The dielectric core material shown in FIG. 2 and 3 can be advantageously used in a rotodome 16, FIG. 6, mounted on aircraft 17 on bearings so that it can be rotated about a vertical axis during flight. The rotodome 16 is approximately elliptical in cross-section and symmetrical about a vertical axis.

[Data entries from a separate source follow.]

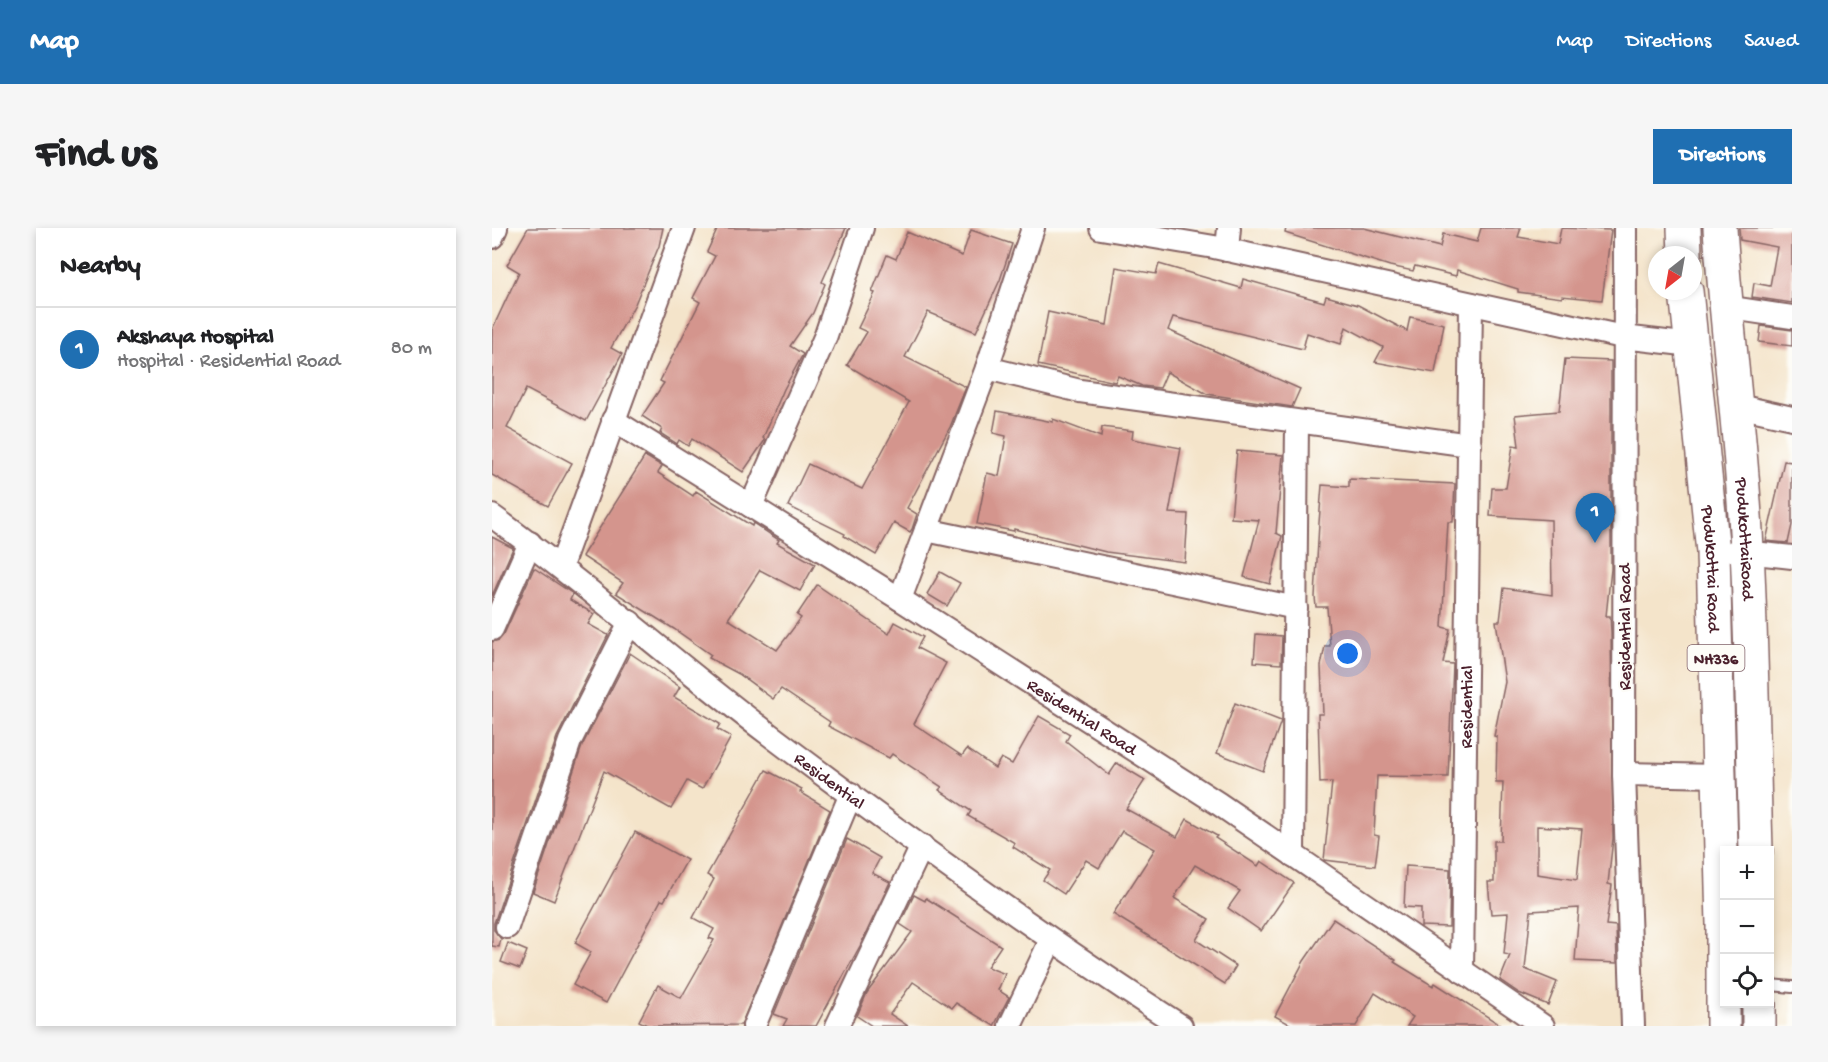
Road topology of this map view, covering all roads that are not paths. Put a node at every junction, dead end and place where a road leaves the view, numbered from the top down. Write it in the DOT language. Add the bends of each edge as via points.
graph roads {
  1 [pos="496,228"];
  2 [pos="684,228"];
  3 [pos="862,228"];
  4 [pos="1033,228"];
  5 [pos="1101,228"];
  6 [pos="1229,228"];
  7 [pos="1625,228"];
  8 [pos="1684,228"];
  9 [pos="1720,228"];
  10 [pos="492,237"];
  11 [pos="1685,246"];
  12 [pos="1227,250"];
  13 [pos="1687,300"];
  14 [pos="1471,304"];
  15 [pos="1725,307"];
  16 [pos="1792,317"];
  17 [pos="1623,337"];
  18 [pos="1692,345"];
  19 [pos="987,368"];
  20 [pos="1738,406"];
  21 [pos="1792,418"];
  22 [pos="613,420"];
  23 [pos="1298,422"];
  24 [pos="1470,445"];
  25 [pos="751,506"];
  26 [pos="492,516"];
  27 [pos="926,530"];
  28 [pos="530,543"];
  29 [pos="1748,550"];
  30 [pos="1713,552"];
  31 [pos="1792,557"];
  32 [pos="561,566"];
  33 [pos="900,599"];
  34 [pos="1296,608"];
  35 [pos="630,622"];
  36 [pos="492,629"];
  37 [pos="1624,774"];
  38 [pos="1719,776"];
  39 [pos="850,794"];
  40 [pos="922,846"];
  41 [pos="1756,846"];
  42 [pos="1293,855"];
  43 [pos="507,927"];
  44 [pos="1051,940"];
  45 [pos="1462,970"];
  46 [pos="1774,985"];
  47 [pos="1792,987"];
  48 [pos="1759,1008"];
  49 [pos="754,1026"];
  50 [pos="837,1026"];
  51 [pos="1010,1026"];
  52 [pos="1181,1026"];
  53 [pos="1543,1026"];
  54 [pos="1633,1026"];
  55 [pos="1723,1026"];
  56 [pos="1759,1026"];
  1 -- 10 [label="street"];
  2 -- 22 [label="street"];
  3 -- 25 [label="street" via="826,335"];
  4 -- 19 [label="street"];
  5 -- 12 [label="street"];
  6 -- 12 [label="street"];
  7 -- 17 [label="street, Residential Road"];
  8 -- 11 [label="highway"];
  9 -- 15 [label="highway, PudukottaiRoad / NH336"];
  12 -- 14 [label="street"];
  13 -- 18 [label="highway, Pudukottai Road / NH336"];
  14 -- 17 [label="street"];
  14 -- 24 [label="street, Residential"];
  15 -- 16 [label="street"];
  15 -- 20 [label="highway, PudukottaiRoad / NH336"];
  17 -- 18 [label="street"];
  17 -- 37 [label="street, Residential Road"];
  18 -- 30 [label="highway, Pudukottai Road / NH336"];
  19 -- 23 [label="street" via="1080,392"];
  19 -- 27 [label="street"];
  20 -- 21 [label="street"];
  20 -- 29 [label="highway, PudukottaiRoad / NH336"];
  22 -- 25 [label="street, Residential Road"];
  22 -- 32 [label="street"];
  23 -- 24 [label="street"];
  23 -- 34 [label="street"];
  24 -- 45 [label="street, Residential"];
  25 -- 33 [label="street, Residential Road"];
  26 -- 28 [label="street, Residential"];
  27 -- 33 [label="street"];
  27 -- 34 [label="street"];
  28 -- 32 [label="street, Residential"];
  28 -- 36 [label="street"];
  29 -- 30 [label="street"];
  29 -- 31 [label="street"];
  29 -- 41 [label="highway, PudukottaiRoad / NH336"];
  30 -- 38 [label="highway, Pudukottai Road / NH336"];
  32 -- 35 [label="street, Residential"];
  33 -- 42 [label="street, Residential Road"];
  34 -- 42 [label="street"];
  35 -- 39 [label="street, Residential"];
  35 -- 43 [label="street" via="570,741"];
  37 -- 38 [label="street"];
  37 -- 54 [label="street, Residential Road"];
  38 -- 55 [label="highway, Pudukottai Road / NH336"];
  39 -- 40 [label="street, Residential"];
  39 -- 49 [label="street"];
  40 -- 44 [label="street, Residential"];
  40 -- 50 [label="street"];
  42 -- 45 [label="street, Residential Road"];
  44 -- 51 [label="street"];
  44 -- 52 [label="street, Residential"];
  45 -- 53 [label="street, Residential Road"];
  46 -- 47 [label="lane"];
  48 -- 56 [label="highway"];
}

Inside the rotodome 16 is an antenna system for transmitting and receiving radar frequency waves as the rotodome is rotated.
As shown in FIGS. 7 and 8, a radiating array 18 is mounted in the rotodome 16. In front of the radiating array 18 i.e. between it and the edge of rotodome 16 is a taper shaped (in cross section) core 19 of cellular dielectric material incorporating the artificially loaded material shown in FIGS. 2, 2a, 3 or 3a with the conducting elements 2, 4, or 6 arranged to provide the required beam profile.
In FIG. 7 the radiating array 18 is arranged near the central plane of the rotodome 16 whereas in FIG. 7a, the radiating array 20 is displaced from this plane.
A futher advantageous feature of these examples of the use of these light weight artificial dielectric material is that the bandwidths of the resulting antennae are much wider than with tuned element or Yagi Type arrays. The patterns can be also arranged by control of the artificial dielectric loading to give low side lobes and better repeatability.